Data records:

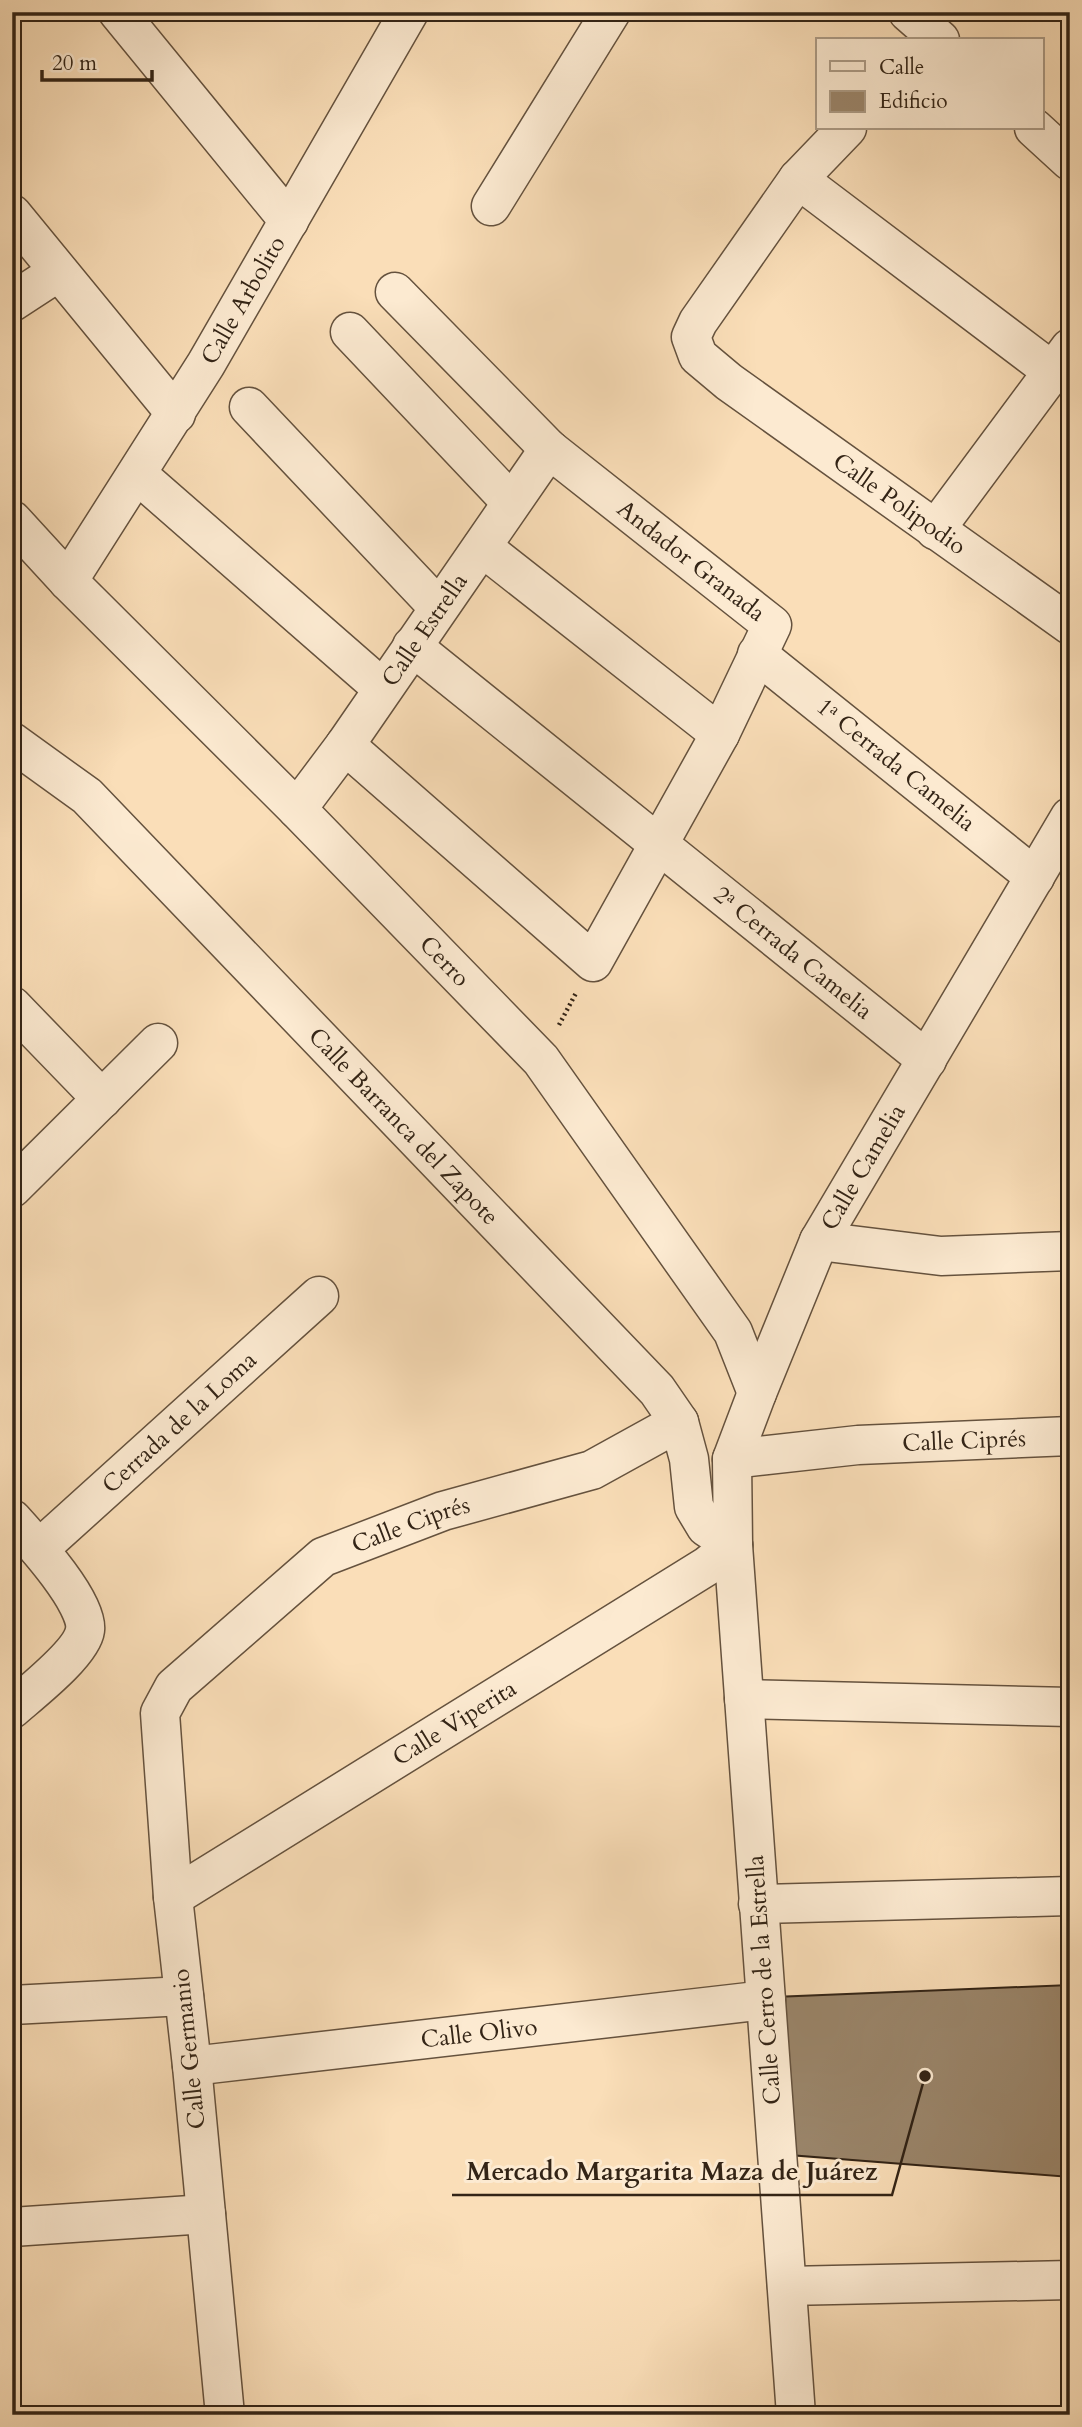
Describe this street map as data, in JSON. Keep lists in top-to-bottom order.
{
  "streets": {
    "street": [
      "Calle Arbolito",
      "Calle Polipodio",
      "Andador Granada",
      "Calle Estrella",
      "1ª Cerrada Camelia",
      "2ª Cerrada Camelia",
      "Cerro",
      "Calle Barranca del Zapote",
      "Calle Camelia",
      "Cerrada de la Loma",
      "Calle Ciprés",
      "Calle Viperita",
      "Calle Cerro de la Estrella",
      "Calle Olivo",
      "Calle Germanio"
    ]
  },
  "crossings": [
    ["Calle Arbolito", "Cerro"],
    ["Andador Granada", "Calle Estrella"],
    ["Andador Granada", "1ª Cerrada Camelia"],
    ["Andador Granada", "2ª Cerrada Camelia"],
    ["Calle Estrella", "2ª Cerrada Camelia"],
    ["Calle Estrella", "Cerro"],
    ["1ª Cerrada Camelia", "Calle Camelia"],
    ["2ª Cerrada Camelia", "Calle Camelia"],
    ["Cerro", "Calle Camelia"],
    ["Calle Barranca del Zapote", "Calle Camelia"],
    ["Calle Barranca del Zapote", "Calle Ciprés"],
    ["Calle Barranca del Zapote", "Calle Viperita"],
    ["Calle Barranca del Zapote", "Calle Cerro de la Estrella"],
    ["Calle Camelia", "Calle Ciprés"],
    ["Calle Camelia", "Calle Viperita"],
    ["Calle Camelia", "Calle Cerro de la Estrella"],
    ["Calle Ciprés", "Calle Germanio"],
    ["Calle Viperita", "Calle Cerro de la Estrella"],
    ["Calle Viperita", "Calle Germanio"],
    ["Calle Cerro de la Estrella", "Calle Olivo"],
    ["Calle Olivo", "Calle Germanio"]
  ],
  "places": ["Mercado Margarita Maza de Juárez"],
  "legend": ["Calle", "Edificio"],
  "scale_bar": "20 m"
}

• Task objective
Check each line of the records above, and copy those that hold the word "Ciprés".

• Reply to the task
      "Calle Ciprés",
    ["Calle Barranca del Zapote", "Calle Ciprés"],
    ["Calle Camelia", "Calle Ciprés"],
    ["Calle Ciprés", "Calle Germanio"],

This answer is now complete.